The sources of those errors can include anything from timing errors in a particular sequence, to gaps in bonds between chips in a package. And they can change over time as circuits in different chips or chiplets age at varying rates, and as various types of stress turn latent defects turn into real defects. As a result, computations may produce wrong results sometimes — but not every time. That will not be noticeable if one result in an internet search is wrong or if there is a slight glitch in a streaming video, but it takes on a whole different level of importance when it involves financial transactions, automotive safety, or military drone guidance systems.
These types of problems are not entirely new. Technical papers on the subject began appearing in the early 2000s, discussing unexpected behaviors and occasional faults in chips. However, they now have reached a tipping point where the problems are significant enough, and numerous enough, to warrant attention. But what to do about them isn’t always clear, for a number of reasons. Among them:
- There are many more components packed densely onto chips and into packages, some with thinner metal layers and dielectrics, and many more interconnects. That makes it difficult to predict where process variation, latent and real defects, and even quantum effects will cause problems, or in what sequence.
- Advanced-node chips are being used in systems with higher utilization rates than in the past, particularly in data centers and AI applications. That increases the mechanical and electrical stresses on those devices, which can impact signal quality and affect timing. Alongside of that, some of these systems are being designed for longer lifecycles, requiring regular software updates that may cause some hardware components to behave differently over time.
- Designs are becoming more heterogeneous and more customized, increasing the number of possible interactions that are unique to a particular device. In addition, these devices increasingly are using components developed at different process nodes, sometimes manufactured by different foundries, not all of which are characterized equally — or in the context for how they will be used.
All of this adds complexity, making it far more difficult, time-consuming, and expensive to document all the corner cases.

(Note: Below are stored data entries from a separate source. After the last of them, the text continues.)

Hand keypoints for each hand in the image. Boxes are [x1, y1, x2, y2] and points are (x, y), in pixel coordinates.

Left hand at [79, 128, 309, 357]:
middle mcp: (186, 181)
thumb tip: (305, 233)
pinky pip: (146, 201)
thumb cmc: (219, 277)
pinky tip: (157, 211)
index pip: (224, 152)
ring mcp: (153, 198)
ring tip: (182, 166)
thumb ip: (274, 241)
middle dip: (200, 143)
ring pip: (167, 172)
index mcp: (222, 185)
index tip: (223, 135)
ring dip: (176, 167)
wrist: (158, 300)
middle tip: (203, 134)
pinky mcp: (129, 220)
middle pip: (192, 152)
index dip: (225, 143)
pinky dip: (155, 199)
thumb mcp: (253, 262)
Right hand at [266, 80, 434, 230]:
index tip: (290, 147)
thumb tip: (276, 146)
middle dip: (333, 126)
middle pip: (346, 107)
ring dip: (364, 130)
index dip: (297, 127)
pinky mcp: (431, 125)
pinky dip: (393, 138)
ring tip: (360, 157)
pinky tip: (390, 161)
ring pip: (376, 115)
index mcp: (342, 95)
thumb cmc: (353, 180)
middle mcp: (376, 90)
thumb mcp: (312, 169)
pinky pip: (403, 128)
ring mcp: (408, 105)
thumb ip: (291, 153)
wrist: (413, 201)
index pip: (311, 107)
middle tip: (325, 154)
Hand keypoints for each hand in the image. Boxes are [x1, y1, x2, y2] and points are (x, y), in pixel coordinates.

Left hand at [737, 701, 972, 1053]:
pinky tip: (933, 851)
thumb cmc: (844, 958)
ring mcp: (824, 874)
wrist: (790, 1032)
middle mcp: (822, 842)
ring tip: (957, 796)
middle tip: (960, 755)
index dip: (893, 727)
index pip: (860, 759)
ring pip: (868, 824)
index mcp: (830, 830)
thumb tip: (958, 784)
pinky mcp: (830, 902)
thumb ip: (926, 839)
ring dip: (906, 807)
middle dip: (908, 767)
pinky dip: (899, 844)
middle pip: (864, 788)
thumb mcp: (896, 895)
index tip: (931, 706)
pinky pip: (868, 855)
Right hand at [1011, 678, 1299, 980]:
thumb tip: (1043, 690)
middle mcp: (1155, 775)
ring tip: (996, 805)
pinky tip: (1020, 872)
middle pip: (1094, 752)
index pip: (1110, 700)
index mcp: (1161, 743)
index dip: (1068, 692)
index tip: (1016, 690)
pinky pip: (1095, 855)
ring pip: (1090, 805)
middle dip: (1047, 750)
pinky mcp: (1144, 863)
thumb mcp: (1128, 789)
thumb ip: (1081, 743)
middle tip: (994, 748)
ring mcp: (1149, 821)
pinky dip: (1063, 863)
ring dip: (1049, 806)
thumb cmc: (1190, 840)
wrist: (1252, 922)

“There are questions about whether these things we’re observing now are because we have a combination of bigger chips and better instrumentation, or whether this is some new thing,” said Rob Aitken, a Synopsys fellow. “In either case, is this something that can be identified at manufacturing time, or will the act of identifying it affect economic yield? I was on a panel recently with someone from IBM, and he said that’s why mainframes are so expensive. They’re designed to look for every single possible problem.”
The open question is whether that will become a requirement for safety-critical and mission-critical hardware. And if so, what is the best way to address it. If everything has to be perfect, that will have an impact on yield and cost. But if some of this can be dealt with by designing resiliency into systems, it could help keep costs under control. There are efforts underway in both directions.
Perfection vs. resilience
The University of Iowa, Baidu Security, and Argonne National Laboratory teamed up to create MinpSID (multi-input-hardened selective instruction duplication), which identifies “elusive error propagation across multiple inputs.” In a newly released technical paper, the researchers claim to have found a way to improve reliability and identify “incubative instructions” that cause these errors.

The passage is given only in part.